Il n’a toutefois rien cédé sur l’essentiel. Depuis 2018 et le retrait de Donald Trump de l’accord de Vienne sur le nucléaire iranien, Téhéran s’est retrouvée déliée de ses obligations et a accru son stock d’uranium, rapproché du taux d’enrichissement nécessaire à une bombe nucléaire. Sa persévérance aura payé : malgré les sanctions, le vol des archives nucléaires par Israël en 2018, les sabotages de ses infrastructures stratégiques et l’assassinat d’officiers supérieurs et d’ingénieurs du nucléaire, l’Iran se place désormais au «seuil» de la bombe.
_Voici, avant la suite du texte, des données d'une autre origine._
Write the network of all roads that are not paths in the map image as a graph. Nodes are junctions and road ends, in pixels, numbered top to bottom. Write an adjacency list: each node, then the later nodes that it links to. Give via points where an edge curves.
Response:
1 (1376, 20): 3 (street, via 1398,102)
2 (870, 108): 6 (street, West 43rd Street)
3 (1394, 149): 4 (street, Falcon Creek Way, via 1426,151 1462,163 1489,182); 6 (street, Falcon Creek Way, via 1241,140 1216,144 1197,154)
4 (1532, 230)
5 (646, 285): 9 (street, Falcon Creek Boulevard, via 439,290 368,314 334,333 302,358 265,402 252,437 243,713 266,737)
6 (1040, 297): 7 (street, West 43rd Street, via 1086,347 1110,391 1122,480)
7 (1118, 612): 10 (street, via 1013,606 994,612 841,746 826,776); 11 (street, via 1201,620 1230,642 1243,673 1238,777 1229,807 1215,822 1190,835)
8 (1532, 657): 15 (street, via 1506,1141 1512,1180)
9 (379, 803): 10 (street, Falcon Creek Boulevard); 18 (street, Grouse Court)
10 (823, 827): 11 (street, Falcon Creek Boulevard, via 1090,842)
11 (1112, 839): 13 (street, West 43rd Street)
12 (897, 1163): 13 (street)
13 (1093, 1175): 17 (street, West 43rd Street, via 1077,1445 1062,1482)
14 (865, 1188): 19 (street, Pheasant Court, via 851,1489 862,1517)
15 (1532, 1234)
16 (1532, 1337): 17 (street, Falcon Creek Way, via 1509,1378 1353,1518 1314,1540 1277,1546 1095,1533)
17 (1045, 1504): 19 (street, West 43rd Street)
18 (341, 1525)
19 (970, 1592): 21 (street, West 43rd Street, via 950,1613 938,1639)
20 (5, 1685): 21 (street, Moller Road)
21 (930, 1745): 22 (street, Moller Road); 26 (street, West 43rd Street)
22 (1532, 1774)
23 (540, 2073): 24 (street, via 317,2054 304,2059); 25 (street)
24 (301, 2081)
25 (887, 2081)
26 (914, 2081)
Partants de ce constat, les Arabes et Israël redoutent l’accélération d’une hégémonie perse qui s’enracine grâce à la patience du tapissier et la finesse d’un État pluriséculaire et sans scrupule. Ils sont encore plus inquiets depuis que Vladimir Poutine banalise la menace de recourir à l’arme ultime. La prochaine poussée des feux iraniens pourrait cibler l’Arabie, déjà cernée par ses proxies : les milices irakiennes au nord et les Houthis yéménites au sud. La demande iranienne – au nom du chiisme – de briser le monopole des sunnites dans la gestion de La Mecque viserait à déstabiliser le royaume par l’instrumentalisation de sa minorité chiite qui vit sur les principaux gisements pétroliers. Déjà en 2006, Kadhafi avait déclaré La Mecque n’était «pas destinée aux seuls Arabes». En recomposition avancée, le Moyen-Orient nous réserve encore beaucoup de turbulences.